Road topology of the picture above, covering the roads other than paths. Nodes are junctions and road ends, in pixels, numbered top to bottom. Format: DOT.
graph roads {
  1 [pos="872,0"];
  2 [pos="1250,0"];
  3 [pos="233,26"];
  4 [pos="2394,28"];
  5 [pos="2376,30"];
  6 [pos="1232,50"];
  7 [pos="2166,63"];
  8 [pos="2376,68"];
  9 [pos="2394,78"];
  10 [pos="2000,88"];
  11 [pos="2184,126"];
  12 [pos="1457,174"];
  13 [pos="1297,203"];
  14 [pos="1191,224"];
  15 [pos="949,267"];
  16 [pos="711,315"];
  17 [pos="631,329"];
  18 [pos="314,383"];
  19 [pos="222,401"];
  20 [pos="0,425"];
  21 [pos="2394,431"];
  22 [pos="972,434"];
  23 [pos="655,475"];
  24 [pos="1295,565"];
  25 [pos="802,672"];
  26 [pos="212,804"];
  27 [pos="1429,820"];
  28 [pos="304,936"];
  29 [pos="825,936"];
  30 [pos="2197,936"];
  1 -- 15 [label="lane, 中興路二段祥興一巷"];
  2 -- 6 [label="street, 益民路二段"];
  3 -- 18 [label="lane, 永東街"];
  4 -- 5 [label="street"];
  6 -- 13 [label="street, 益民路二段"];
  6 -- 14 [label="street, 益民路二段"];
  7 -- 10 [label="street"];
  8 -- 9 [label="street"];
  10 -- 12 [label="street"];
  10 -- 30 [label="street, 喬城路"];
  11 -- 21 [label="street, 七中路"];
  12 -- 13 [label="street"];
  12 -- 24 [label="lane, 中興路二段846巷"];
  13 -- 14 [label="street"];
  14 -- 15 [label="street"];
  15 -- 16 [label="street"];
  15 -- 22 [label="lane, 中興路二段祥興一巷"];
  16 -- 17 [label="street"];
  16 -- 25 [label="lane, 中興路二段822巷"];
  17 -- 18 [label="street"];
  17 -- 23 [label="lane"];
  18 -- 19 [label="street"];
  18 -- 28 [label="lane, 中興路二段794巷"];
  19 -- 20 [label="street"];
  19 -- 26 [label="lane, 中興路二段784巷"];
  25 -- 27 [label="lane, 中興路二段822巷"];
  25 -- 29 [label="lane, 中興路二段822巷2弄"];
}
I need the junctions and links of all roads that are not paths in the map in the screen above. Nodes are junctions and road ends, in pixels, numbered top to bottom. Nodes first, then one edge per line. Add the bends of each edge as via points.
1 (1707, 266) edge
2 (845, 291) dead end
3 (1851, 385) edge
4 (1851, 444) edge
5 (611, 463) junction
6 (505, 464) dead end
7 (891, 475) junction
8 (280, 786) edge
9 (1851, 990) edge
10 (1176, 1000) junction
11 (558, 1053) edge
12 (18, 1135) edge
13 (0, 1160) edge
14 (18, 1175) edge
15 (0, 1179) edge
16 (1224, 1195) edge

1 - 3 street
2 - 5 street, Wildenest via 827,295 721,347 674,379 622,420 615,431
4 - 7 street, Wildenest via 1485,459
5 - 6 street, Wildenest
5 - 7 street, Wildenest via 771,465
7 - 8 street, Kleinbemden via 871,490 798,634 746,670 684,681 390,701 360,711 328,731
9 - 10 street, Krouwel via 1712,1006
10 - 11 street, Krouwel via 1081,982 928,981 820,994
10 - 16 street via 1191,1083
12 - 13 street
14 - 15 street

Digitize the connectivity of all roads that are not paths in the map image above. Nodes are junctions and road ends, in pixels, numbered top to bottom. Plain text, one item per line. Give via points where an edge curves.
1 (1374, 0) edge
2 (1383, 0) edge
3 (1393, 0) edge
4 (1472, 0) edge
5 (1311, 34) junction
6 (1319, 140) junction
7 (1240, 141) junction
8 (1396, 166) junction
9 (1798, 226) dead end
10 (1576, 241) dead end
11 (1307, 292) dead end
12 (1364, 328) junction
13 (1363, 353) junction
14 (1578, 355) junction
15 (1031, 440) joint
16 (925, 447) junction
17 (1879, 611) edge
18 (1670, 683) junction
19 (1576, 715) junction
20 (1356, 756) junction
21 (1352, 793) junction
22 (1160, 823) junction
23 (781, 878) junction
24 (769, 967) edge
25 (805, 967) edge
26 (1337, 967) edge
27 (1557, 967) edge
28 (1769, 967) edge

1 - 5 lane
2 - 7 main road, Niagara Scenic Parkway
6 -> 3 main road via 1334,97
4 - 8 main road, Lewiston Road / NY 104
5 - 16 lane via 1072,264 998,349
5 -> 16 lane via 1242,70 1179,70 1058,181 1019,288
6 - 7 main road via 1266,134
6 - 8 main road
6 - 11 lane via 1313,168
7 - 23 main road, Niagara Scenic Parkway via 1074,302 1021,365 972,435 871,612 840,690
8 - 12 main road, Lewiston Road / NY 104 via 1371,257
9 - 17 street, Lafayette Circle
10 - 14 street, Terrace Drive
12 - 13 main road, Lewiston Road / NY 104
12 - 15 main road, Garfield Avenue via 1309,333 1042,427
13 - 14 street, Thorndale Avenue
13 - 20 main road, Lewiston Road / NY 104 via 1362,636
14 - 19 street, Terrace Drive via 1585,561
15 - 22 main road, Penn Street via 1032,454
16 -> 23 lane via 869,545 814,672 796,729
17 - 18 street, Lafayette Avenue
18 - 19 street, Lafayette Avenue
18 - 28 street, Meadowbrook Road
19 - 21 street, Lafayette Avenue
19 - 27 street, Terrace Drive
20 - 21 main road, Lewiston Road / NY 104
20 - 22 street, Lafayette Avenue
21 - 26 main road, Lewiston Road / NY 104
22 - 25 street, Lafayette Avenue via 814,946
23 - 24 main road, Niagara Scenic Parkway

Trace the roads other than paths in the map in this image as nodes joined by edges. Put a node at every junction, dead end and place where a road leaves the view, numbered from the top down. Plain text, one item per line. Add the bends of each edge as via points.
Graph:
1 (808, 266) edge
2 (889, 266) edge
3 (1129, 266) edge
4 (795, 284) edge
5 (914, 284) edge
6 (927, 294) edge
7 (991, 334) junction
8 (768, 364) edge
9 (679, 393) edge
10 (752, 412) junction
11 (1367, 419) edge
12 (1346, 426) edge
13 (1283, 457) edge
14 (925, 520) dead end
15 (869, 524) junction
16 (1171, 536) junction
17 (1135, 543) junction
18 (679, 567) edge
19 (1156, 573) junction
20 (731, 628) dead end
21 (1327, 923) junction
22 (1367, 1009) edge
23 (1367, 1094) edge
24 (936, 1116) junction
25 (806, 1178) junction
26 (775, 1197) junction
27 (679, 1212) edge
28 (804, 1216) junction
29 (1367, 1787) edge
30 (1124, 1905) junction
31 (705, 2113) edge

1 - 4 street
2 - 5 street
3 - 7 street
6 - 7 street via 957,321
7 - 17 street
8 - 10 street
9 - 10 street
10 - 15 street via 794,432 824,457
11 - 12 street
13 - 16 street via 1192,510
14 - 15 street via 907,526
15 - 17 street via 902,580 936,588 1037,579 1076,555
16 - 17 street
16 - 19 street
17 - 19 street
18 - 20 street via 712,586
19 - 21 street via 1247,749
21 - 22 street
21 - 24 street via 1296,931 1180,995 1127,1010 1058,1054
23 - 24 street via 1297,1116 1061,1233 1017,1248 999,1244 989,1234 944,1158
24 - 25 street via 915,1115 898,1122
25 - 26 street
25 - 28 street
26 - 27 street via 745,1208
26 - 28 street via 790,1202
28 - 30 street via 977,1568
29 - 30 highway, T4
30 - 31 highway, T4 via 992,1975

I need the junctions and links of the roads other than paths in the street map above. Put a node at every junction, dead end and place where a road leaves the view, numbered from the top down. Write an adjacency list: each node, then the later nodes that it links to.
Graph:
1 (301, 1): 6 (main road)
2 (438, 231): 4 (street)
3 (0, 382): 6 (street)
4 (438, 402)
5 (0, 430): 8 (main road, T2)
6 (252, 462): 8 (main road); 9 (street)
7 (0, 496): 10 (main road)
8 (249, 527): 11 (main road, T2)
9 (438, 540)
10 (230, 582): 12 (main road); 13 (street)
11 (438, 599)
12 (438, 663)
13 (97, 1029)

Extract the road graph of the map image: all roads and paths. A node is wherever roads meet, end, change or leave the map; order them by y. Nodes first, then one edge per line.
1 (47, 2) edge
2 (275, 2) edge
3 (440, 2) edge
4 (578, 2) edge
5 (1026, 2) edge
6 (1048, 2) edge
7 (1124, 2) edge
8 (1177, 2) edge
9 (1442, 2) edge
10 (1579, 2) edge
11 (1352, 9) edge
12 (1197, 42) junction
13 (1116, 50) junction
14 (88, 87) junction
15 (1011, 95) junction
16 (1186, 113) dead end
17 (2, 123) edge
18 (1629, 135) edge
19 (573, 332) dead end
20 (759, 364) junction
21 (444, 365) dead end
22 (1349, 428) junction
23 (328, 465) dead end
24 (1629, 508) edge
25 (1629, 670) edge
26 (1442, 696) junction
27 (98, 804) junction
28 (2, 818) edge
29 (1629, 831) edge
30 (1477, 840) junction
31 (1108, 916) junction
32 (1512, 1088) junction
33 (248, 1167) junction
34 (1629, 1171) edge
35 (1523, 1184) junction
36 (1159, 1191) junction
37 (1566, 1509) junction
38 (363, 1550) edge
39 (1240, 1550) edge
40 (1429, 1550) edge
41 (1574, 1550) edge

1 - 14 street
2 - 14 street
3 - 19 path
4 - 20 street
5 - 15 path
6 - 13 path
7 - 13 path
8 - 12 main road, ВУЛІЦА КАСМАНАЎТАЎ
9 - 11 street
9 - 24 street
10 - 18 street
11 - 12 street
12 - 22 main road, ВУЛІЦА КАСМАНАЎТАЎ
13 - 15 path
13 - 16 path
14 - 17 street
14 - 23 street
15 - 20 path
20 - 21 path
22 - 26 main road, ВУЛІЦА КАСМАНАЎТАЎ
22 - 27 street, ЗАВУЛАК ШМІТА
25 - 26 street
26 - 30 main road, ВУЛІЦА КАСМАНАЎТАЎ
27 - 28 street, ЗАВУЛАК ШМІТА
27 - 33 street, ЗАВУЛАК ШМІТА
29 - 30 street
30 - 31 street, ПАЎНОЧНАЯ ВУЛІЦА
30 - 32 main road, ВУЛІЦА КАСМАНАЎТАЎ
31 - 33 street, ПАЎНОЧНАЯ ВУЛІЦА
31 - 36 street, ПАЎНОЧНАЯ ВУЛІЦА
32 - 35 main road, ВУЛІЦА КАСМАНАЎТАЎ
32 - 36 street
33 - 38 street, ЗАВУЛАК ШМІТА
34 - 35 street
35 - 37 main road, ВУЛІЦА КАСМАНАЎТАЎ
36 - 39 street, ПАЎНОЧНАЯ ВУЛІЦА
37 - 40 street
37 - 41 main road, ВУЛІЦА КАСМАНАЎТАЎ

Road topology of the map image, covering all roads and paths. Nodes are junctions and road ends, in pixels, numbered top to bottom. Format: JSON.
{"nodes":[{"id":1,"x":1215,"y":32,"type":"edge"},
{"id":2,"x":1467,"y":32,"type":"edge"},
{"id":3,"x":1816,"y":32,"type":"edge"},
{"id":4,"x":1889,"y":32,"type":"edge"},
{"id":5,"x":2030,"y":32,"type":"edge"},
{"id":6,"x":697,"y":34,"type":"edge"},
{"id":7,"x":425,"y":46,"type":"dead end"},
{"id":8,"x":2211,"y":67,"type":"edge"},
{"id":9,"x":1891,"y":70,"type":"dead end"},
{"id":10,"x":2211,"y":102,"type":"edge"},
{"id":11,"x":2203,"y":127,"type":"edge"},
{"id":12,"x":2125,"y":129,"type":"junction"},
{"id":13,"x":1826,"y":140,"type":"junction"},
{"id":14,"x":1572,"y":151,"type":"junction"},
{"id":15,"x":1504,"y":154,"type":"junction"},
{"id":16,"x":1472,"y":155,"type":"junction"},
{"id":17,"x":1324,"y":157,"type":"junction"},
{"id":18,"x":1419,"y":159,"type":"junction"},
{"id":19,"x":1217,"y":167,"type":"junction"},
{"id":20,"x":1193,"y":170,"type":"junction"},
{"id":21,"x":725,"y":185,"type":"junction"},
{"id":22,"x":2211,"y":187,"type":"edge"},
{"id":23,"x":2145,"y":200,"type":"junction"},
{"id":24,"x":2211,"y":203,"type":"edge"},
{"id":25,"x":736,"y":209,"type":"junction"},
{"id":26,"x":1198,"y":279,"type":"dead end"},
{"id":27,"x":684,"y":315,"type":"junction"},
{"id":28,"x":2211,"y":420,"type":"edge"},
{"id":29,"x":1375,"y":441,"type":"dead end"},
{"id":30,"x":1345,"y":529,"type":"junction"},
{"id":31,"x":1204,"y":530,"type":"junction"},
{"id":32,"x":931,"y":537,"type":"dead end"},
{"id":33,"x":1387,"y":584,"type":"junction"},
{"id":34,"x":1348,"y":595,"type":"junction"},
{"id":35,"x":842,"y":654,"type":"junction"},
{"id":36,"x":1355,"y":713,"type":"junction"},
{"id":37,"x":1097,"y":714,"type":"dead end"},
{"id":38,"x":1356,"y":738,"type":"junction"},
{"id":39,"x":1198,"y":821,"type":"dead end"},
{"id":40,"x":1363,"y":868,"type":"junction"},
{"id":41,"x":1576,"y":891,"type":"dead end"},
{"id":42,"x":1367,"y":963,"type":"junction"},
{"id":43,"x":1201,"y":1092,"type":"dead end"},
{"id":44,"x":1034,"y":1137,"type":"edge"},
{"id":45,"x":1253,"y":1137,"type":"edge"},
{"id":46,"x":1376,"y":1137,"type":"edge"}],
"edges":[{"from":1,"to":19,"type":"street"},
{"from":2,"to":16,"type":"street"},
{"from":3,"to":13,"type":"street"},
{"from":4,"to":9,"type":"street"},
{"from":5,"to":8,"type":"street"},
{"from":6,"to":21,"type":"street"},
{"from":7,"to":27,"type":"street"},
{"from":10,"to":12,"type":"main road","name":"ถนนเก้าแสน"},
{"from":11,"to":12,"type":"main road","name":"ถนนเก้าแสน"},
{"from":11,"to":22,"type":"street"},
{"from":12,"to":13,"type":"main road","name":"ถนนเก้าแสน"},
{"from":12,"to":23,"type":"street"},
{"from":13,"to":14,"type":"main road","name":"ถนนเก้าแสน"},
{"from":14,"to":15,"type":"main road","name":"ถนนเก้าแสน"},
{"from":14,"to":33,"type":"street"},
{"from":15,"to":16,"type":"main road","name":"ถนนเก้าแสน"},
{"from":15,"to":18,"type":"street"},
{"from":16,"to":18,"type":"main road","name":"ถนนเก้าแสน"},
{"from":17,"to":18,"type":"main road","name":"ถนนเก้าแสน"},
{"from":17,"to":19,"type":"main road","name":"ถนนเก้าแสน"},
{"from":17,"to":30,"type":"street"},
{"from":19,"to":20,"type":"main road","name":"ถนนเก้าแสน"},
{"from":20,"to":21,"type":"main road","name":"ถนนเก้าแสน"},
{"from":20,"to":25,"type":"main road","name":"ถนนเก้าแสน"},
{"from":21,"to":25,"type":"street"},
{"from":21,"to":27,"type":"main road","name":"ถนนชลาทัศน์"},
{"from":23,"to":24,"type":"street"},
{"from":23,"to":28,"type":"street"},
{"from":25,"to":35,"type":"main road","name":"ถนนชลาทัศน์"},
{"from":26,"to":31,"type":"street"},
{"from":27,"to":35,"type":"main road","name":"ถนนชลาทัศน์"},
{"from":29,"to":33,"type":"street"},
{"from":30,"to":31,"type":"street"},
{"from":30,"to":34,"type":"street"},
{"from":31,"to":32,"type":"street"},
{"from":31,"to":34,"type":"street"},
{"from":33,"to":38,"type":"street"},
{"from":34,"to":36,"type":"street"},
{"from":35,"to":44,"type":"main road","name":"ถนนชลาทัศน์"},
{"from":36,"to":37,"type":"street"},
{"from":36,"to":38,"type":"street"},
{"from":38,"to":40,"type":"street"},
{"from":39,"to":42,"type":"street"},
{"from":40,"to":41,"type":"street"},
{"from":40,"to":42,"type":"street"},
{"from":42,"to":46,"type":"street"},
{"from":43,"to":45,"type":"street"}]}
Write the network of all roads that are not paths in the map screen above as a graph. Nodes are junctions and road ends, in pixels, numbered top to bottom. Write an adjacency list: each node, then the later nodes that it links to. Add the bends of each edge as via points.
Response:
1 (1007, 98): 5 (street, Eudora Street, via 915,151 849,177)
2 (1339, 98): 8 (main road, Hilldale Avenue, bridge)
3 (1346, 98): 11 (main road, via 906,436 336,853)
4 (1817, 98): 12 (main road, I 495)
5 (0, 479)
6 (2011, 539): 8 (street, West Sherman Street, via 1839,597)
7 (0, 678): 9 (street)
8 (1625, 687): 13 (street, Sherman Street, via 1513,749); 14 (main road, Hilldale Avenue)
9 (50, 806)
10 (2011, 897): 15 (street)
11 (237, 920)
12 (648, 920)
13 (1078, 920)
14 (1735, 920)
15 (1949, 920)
————————
- **Assignment**: Please copy every line of the data that carries the string "links".

- **Final answer**:
I need the junctions and links of all roads that are not paths in the map in the screen above. Nodes are junctions and road ends, in pixels, numbered top to bottom. Nodes first, then one edge per line. Add the bends of each edge as via points.
I need the junctions and links of the roads other than paths in the street map above. Put a node at every junction, dead end and place where a road leaves the view, numbered from the top down. Write an adjacency list: each node, then the later nodes that it links to.
Write the network of all roads that are not paths in the map screen above as a graph. Nodes are junctions and road ends, in pixels, numbered top to bottom. Write an adjacency list: each node, then the later nodes that it links to. Add the bends of each edge as via points.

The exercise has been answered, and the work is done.